Illustration source: technobaboy.com; tmz.com  

Bold Patent Moves Bolster Facebook, MSFT

Cash Rich, IP-Savvy MSFT Embraces Role of Patent Dealmaker

After acquiring 800 patents and scores of applications and licenses from AOL for $1.1B just two weeks ago, Microsoft has said that it has flipped the bulk of the portfolio, 650 patents, to Facebook for $550M, securing the IP assets and licensing MSFT needs while recouping almost half of its original potentially bargain cost.

It was reported today in Venture Beat that MSFT wanted to partner with FB all along, but that AOL put the cabash on it. IP CloseUp is not buying that.

In a pre-IPO buying frenzy that has to concern some shareholders, FB has a costly portfolio of quality patents to its $1B acquisition of Instagram two weeks ago. You have to wonder if investors believe that despite FB’s lofty market valuation whether it has the firepower to succeed as a major growth company. These recent moves are sure to help. In March, Yahoo sued Facebook, alleging Facebook violated ten Yahoo patents related to online advertising and web communications.

“Stinking Mad”

Sources have told IP CloseUp that Facebook was “stinking mad” that it did not land the AOL patents when they went up for bid several weeks ago, confiding that the failure had more to do with process than cost. MSFT emerges a huge winner, with patents its needs for far less than their true market value (see “Could AOL Patent Sale Have Netted More Than $1B?”) and cash in hand.
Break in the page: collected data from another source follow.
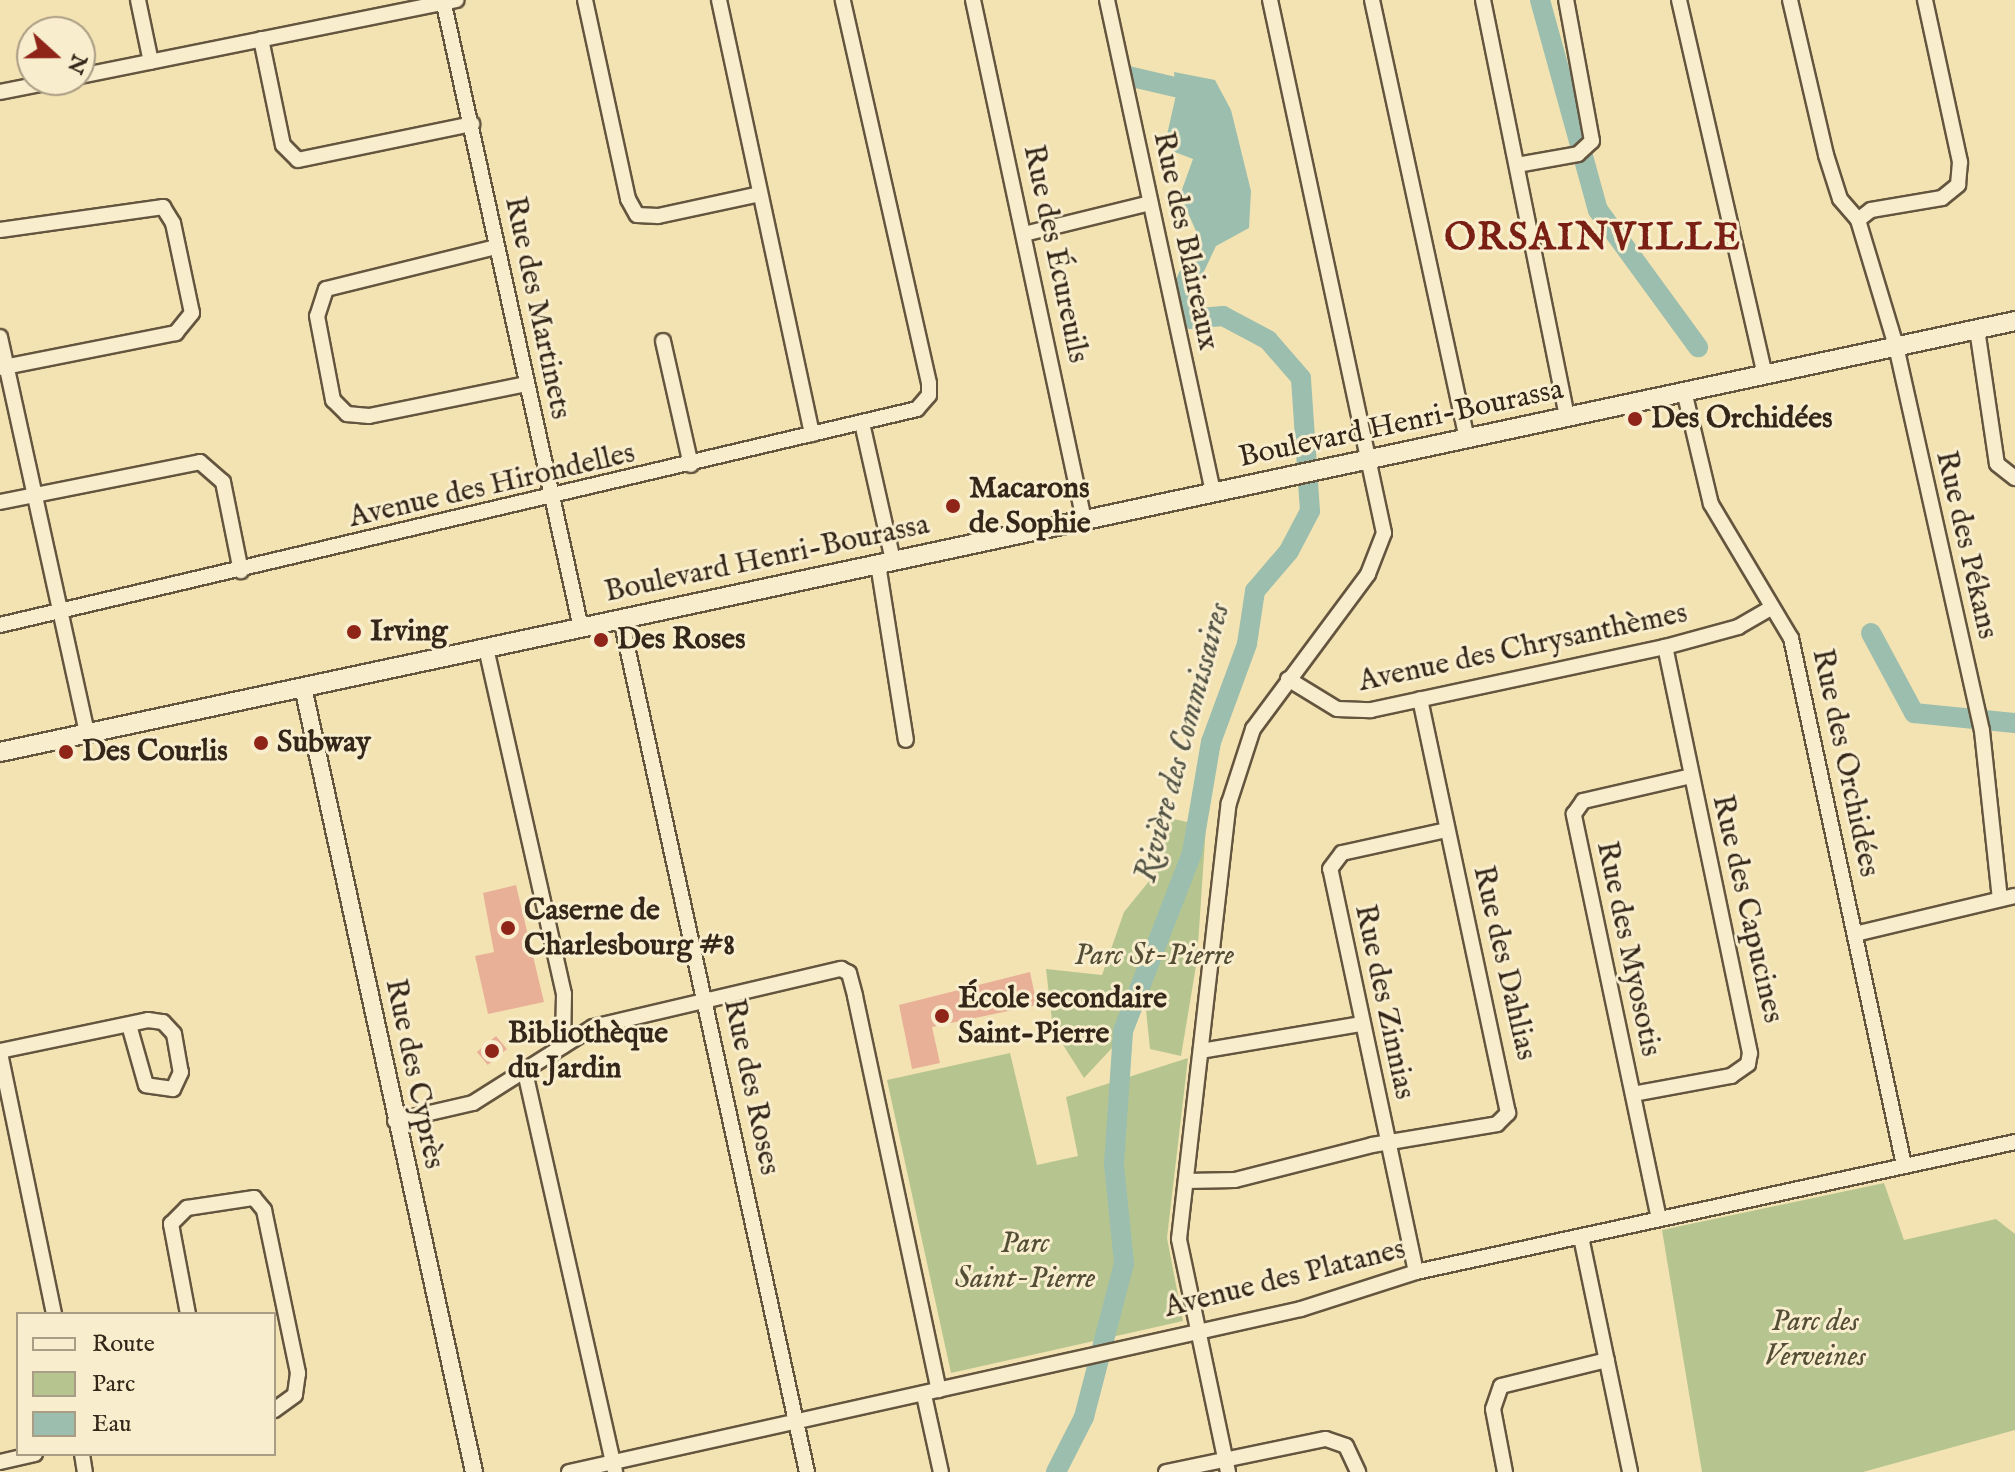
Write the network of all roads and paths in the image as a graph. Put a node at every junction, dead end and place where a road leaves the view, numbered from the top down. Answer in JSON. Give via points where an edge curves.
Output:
{"nodes":[{"id":1,"x":138,"y":0,"type":"edge"},
{"id":2,"x":585,"y":0,"type":"edge"},
{"id":3,"x":719,"y":0,"type":"edge"},
{"id":4,"x":843,"y":0,"type":"edge"},
{"id":5,"x":973,"y":0,"type":"edge"},
{"id":6,"x":1107,"y":0,"type":"edge"},
{"id":7,"x":1270,"y":0,"type":"edge"},
{"id":8,"x":1372,"y":0,"type":"edge"},
{"id":9,"x":1483,"y":0,"type":"edge"},
{"id":10,"x":1566,"y":0,"type":"edge"},
{"id":11,"x":1679,"y":0,"type":"edge"},
{"id":12,"x":1790,"y":0,"type":"edge"},
{"id":13,"x":1925,"y":0,"type":"edge"},
{"id":14,"x":448,"y":1,"type":"edge"},
{"id":15,"x":261,"y":39,"type":"junction"},
{"id":16,"x":151,"y":62,"type":"junction"},
{"id":17,"x":96,"y":73,"type":"edge"},
{"id":18,"x":472,"y":124,"type":"junction"},
{"id":19,"x":1517,"y":165,"type":"junction"},
{"id":20,"x":760,"y":194,"type":"junction"},
{"id":21,"x":1150,"y":203,"type":"junction"},
{"id":22,"x":1858,"y":220,"type":"junction"},
{"id":23,"x":0,"y":230,"type":"edge"},
{"id":24,"x":1024,"y":234,"type":"junction"},
{"id":25,"x":496,"y":247,"type":"junction"},
{"id":26,"x":2015,"y":321,"type":"edge"},
{"id":27,"x":1977,"y":329,"type":"junction"},
{"id":28,"x":0,"y":337,"type":"edge"},
{"id":29,"x":663,"y":341,"type":"dead end"},
{"id":30,"x":1896,"y":346,"type":"junction"},
{"id":31,"x":3,"y":368,"type":"edge"},
{"id":32,"x":1765,"y":374,"type":"junction"},
{"id":33,"x":526,"y":384,"type":"junction"},
{"id":34,"x":1684,"y":391,"type":"junction"},
{"id":35,"x":1567,"y":417,"type":"junction"},
{"id":36,"x":862,"y":423,"type":"junction"},
{"id":37,"x":812,"y":434,"type":"junction"},
{"id":38,"x":1467,"y":438,"type":"junction"},
{"id":39,"x":1367,"y":459,"type":"junction"},
{"id":40,"x":691,"y":465,"type":"junction"},
{"id":41,"x":2015,"y":478,"type":"edge"},
{"id":42,"x":1213,"y":492,"type":"junction"},
{"id":43,"x":34,"y":495,"type":"junction"},
{"id":44,"x":552,"y":500,"type":"junction"},
{"id":45,"x":0,"y":502,"type":"edge"},
{"id":46,"x":1084,"y":520,"type":"junction"},
{"id":47,"x":886,"y":562,"type":"junction"},
{"id":48,"x":241,"y":571,"type":"junction"},
{"id":49,"x":1772,"y":607,"type":"junction"},
{"id":50,"x":59,"y":613,"type":"junction"},
{"id":51,"x":621,"y":619,"type":"junction"},
{"id":52,"x":0,"y":625,"type":"edge"},
{"id":53,"x":581,"y":628,"type":"junction"},
{"id":54,"x":1665,"y":647,"type":"junction"},
{"id":55,"x":486,"y":648,"type":"junction"},
{"id":56,"x":1288,"y":679,"type":"junction"},
{"id":57,"x":303,"y":687,"type":"junction"},
{"id":58,"x":1420,"y":699,"type":"junction"},
{"id":59,"x":87,"y":733,"type":"junction"},
{"id":60,"x":906,"y":740,"type":"dead end"},
{"id":61,"x":0,"y":752,"type":"edge"},
{"id":62,"x":1691,"y":776,"type":"junction"},
{"id":63,"x":1447,"y":830,"type":"junction"},
{"id":64,"x":2015,"y":896,"type":"edge"},
{"id":65,"x":2000,"y":899,"type":"junction"},
{"id":66,"x":1855,"y":934,"type":"junction"},
{"id":67,"x":706,"y":1001,"type":"junction"},
{"id":68,"x":1361,"y":1024,"type":"junction"},
{"id":69,"x":129,"y":1025,"type":"junction"},
{"id":70,"x":563,"y":1046,"type":"junction"},
{"id":71,"x":1201,"y":1051,"type":"junction"},
{"id":72,"x":0,"y":1052,"type":"edge"},
{"id":73,"x":525,"y":1072,"type":"junction"},
{"id":74,"x":1633,"y":1094,"type":"junction"},
{"id":75,"x":395,"y":1121,"type":"junction"},
{"id":76,"x":2015,"y":1142,"type":"edge"},
{"id":77,"x":1388,"y":1143,"type":"junction"},
{"id":78,"x":1904,"y":1165,"type":"junction"},
{"id":79,"x":1186,"y":1181,"type":"junction"},
{"id":80,"x":1659,"y":1219,"type":"junction"},
{"id":81,"x":1581,"y":1237,"type":"junction"},
{"id":82,"x":1416,"y":1272,"type":"junction"},
{"id":83,"x":54,"y":1312,"type":"edge"},
{"id":84,"x":188,"y":1312,"type":"edge"},
{"id":85,"x":1197,"y":1329,"type":"junction"},
{"id":86,"x":1607,"y":1360,"type":"junction"},
{"id":87,"x":939,"y":1390,"type":"junction"},
{"id":88,"x":924,"y":1395,"type":"junction"},
{"id":89,"x":276,"y":1409,"type":"edge"},
{"id":90,"x":795,"y":1422,"type":"junction"},
{"id":91,"x":26,"y":1456,"type":"edge"},
{"id":92,"x":0,"y":1462,"type":"edge"},
{"id":93,"x":1226,"y":1465,"type":"edge"},
{"id":94,"x":614,"y":1467,"type":"edge"},
{"id":95,"x":474,"y":1472,"type":"edge"},
{"id":96,"x":569,"y":1472,"type":"edge"},
{"id":97,"x":807,"y":1472,"type":"edge"},
{"id":98,"x":941,"y":1472,"type":"edge"},
{"id":99,"x":1166,"y":1472,"type":"edge"},
{"id":100,"x":1358,"y":1472,"type":"edge"},
{"id":101,"x":1505,"y":1472,"type":"edge"},
{"id":102,"x":1630,"y":1472,"type":"edge"}],
"edges":[{"from":1,"to":16,"type":"street"},
{"from":2,"to":20,"type":"street","via":[[628,199],[637,215],[658,216]]},
{"from":3,"to":20,"type":"street"},
{"from":4,"to":36,"type":"street","name":"Avenue des Hirondelles","via":[[929,395],[917,409]]},
{"from":5,"to":24,"type":"street","name":"Rue des Écureuils"},
{"from":6,"to":21,"type":"street","name":"Rue des Blaireaux"},
{"from":7,"to":39,"type":"street"},
{"from":8,"to":38,"type":"street"},
{"from":9,"to":19,"type":"street"},
{"from":10,"to":19,"type":"street","via":[[1592,114],[1583,152]]},
{"from":11,"to":32,"type":"street"},
{"from":12,"to":22,"type":"street","name":"Rue des Pékans","via":[[1826,155],[1840,199]]},
{"from":13,"to":22,"type":"street","via":[[1961,175],[1942,198],[1871,210]]},
{"from":14,"to":15,"type":"street"},
{"from":14,"to":18,"type":"street","name":"Rue des Martinets"},
{"from":15,"to":16,"type":"street"},
{"from":15,"to":18,"type":"street","via":[[283,145],[298,160]]},
{"from":16,"to":17,"type":"street"},
{"from":18,"to":25,"type":"street","name":"Rue des Martinets"},
{"from":19,"to":35,"type":"street"},
{"from":20,"to":37,"type":"street"},
{"from":21,"to":24,"type":"street"},
{"from":21,"to":42,"type":"street","name":"Rue des Blaireaux"},
{"from":22,"to":30,"type":"street","name":"Rue des Pékans"},
{"from":23,"to":31,"type":"street","via":[[163,207],[192,302],[190,323],[176,333]]},
{"from":24,"to":46,"type":"street","name":"Rue des Écureuils"},
{"from":25,"to":33,"type":"street","name":"Rue des Martinets"},
{"from":25,"to":33,"type":"street","via":[[326,289],[317,316],[333,400],[347,414],[369,416]]},
{"from":26,"to":27,"type":"main road","name":"Boulevard Henri-Bourassa"},
{"from":27,"to":30,"type":"main road","name":"Boulevard Henri-Bourassa"},
{"from":27,"to":41,"type":"street","via":[[1997,464]]},
{"from":28,"to":31,"type":"street"},
{"from":29,"to":40,"type":"street"},
{"from":30,"to":32,"type":"main road","name":"Boulevard Henri-Bourassa"},
{"from":30,"to":65,"type":"street","name":"Rue des Pékans","via":[[1982,731]]},
{"from":31,"to":43,"type":"street"},
{"from":32,"to":34,"type":"main road","name":"Boulevard Henri-Bourassa"},
{"from":33,"to":44,"type":"street","name":"Rue des Martinets"},
{"from":34,"to":35,"type":"main road","name":"Boulevard Henri-Bourassa"},
{"from":34,"to":49,"type":"street","name":"Rue des Orchidées","via":[[1711,504]]},
{"from":35,"to":38,"type":"main road","name":"Boulevard Henri-Bourassa"},
{"from":36,"to":37,"type":"street","name":"Avenue des Hirondelles"},
{"from":36,"to":47,"type":"street"},
{"from":37,"to":40,"type":"street","name":"Avenue des Hirondelles"},
{"from":38,"to":39,"type":"main road","name":"Boulevard Henri-Bourassa"},
{"from":39,"to":42,"type":"main road","name":"Boulevard Henri-Bourassa"},
{"from":39,"to":56,"type":"street","via":[[1383,541],[1368,574]]},
{"from":40,"to":44,"type":"street","name":"Avenue des Hirondelles"},
{"from":42,"to":46,"type":"main road","name":"Boulevard Henri-Bourassa"},
{"from":43,"to":45,"type":"street"},
{"from":43,"to":48,"type":"street","via":[[189,462],[209,465],[223,482]]},
{"from":43,"to":50,"type":"street"},
{"from":44,"to":48,"type":"street","name":"Avenue des Hirondelles"},
{"from":44,"to":53,"type":"street","name":"Rue des Martinets"},
{"from":46,"to":47,"type":"main road","name":"Boulevard Henri-Bourassa"},
{"from":47,"to":51,"type":"main road","name":"Boulevard Henri-Bourassa"},
{"from":47,"to":60,"type":"street"},
{"from":48,"to":50,"type":"street","name":"Avenue des Hirondelles"},
{"from":49,"to":54,"type":"street","name":"Avenue des Chrysanthèmes","via":[[1738,627]]},
{"from":49,"to":66,"type":"street","name":"Rue des Orchidées","via":[[1791,638]]},
{"from":50,"to":52,"type":"street","name":"Avenue des Hirondelles"},
{"from":50,"to":59,"type":"street"},
{"from":51,"to":53,"type":"main road","name":"Boulevard Henri-Bourassa"},
{"from":51,"to":67,"type":"street","name":"Rue des Roses"},
{"from":53,"to":55,"type":"main road","name":"Boulevard Henri-Bourassa"},
{"from":54,"to":58,"type":"street","name":"Avenue des Chrysanthèmes"},
{"from":54,"to":62,"type":"street","name":"Rue des Capucines"},
{"from":55,"to":57,"type":"main road","name":"Boulevard Henri-Bourassa"},
{"from":55,"to":70,"type":"street","via":[[564,994]]},
{"from":56,"to":58,"type":"street","name":"Avenue des Chrysanthèmes","via":[[1318,700],[1350,711]]},
{"from":56,"to":71,"type":"street","via":[[1253,729],[1235,773]]},
{"from":57,"to":59,"type":"main road","name":"Boulevard Henri-Bourassa"},
{"from":57,"to":75,"type":"street","name":"Rue des Cyprès"},
{"from":58,"to":63,"type":"street","name":"Rue des Dahlias"},
{"from":59,"to":61,"type":"main road","name":"Boulevard Henri-Bourassa"},
{"from":62,"to":74,"type":"street","name":"Rue des Myosotis","via":[[1583,801],[1574,814]]},
{"from":62,"to":74,"type":"street","name":"Rue des Capucines","via":[[1750,1053],[1748,1064],[1731,1076]]},
{"from":63,"to":68,"type":"street","name":"Rue des Zinnias","via":[[1342,853],[1330,869]]},
{"from":63,"to":77,"type":"street","name":"Rue des Dahlias","via":[[1508,1113],[1497,1124]]},
{"from":64,"to":65,"type":"street"},
{"from":65,"to":66,"type":"street"},
{"from":66,"to":78,"type":"street","name":"Rue des Orchidées"},
{"from":67,"to":70,"type":"street","via":[[593,1027]]},
{"from":67,"to":87,"type":"street","via":[[831,969],[849,973]]},
{"from":67,"to":90,"type":"street","name":"Rue des Roses"},
{"from":68,"to":71,"type":"street"},
{"from":68,"to":77,"type":"street","name":"Rue des Zinnias"},
{"from":69,"to":69,"type":"street","via":[[146,1085],[173,1089],[181,1072],[170,1026],[148,1020]]},
{"from":69,"to":72,"type":"street"},
{"from":70,"to":73,"type":"street"},
{"from":71,"to":79,"type":"street"},
{"from":72,"to":83,"type":"street"},
{"from":73,"to":75,"type":"street","via":[[473,1103]]},
{"from":73,"to":94,"type":"street"},
{"from":74,"to":80,"type":"street","name":"Rue des Myosotis"},
{"from":75,"to":95,"type":"street","name":"Rue des Cyprès"},
{"from":76,"to":78,"type":"street","name":"Avenue des Platanes"},
{"from":77,"to":79,"type":"street","via":[[1235,1180]]},
{"from":77,"to":82,"type":"street","name":"Rue des Zinnias"},
{"from":78,"to":80,"type":"street","name":"Avenue des Platanes"},
{"from":79,"to":85,"type":"street","via":[[1179,1239]]},
{"from":80,"to":81,"type":"street","name":"Avenue des Platanes"},
{"from":81,"to":82,"type":"street","name":"Avenue des Platanes"},
{"from":81,"to":86,"type":"street"},
{"from":82,"to":85,"type":"street","name":"Avenue des Platanes","via":[[1301,1309]]},
{"from":84,"to":89,"type":"street","via":[[171,1224],[187,1208],[254,1198],[266,1219],[298,1373],[295,1395]]},
{"from":85,"to":87,"type":"street","name":"Avenue des Platanes"},
{"from":85,"to":93,"type":"street"},
{"from":86,"to":101,"type":"street","via":[[1501,1386],[1493,1409]]},
{"from":86,"to":102,"type":"street"},
{"from":87,"to":88,"type":"street","name":"Avenue des Platanes"},
{"from":88,"to":90,"type":"street","name":"Avenue des Platanes"},
{"from":88,"to":98,"type":"street"},
{"from":90,"to":94,"type":"street","name":"Avenue des Platanes"},
{"from":90,"to":97,"type":"street","name":"Rue des Roses"},
{"from":91,"to":92,"type":"street"},
{"from":93,"to":99,"type":"street"},
{"from":93,"to":100,"type":"street","via":[[1337,1440]]},
{"from":94,"to":96,"type":"street","name":"Avenue des Platanes"}]}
You have to wonder how the AOL deal got done. With investor pressure from Starboard Value the company may have been spooked into taking what appeared to a best offer before others were on the table.

“The market was talking about $300M,” speculated one observer. “MSFT may have offered a billion plus if the deal got done immediately.” It did, much to Facebook’s chagrin (and Google’s and Apple’s) and others who may have wanted a shot at controlling AOL’s excellent portfolio, which included original Netscape Internet patents.

A post on the IAM Blog today raised good a question. Will a Department of Justice anti-trust team soon be mobilized to see how recent patent sales are being orchestrated given that some appear to be barely marketed?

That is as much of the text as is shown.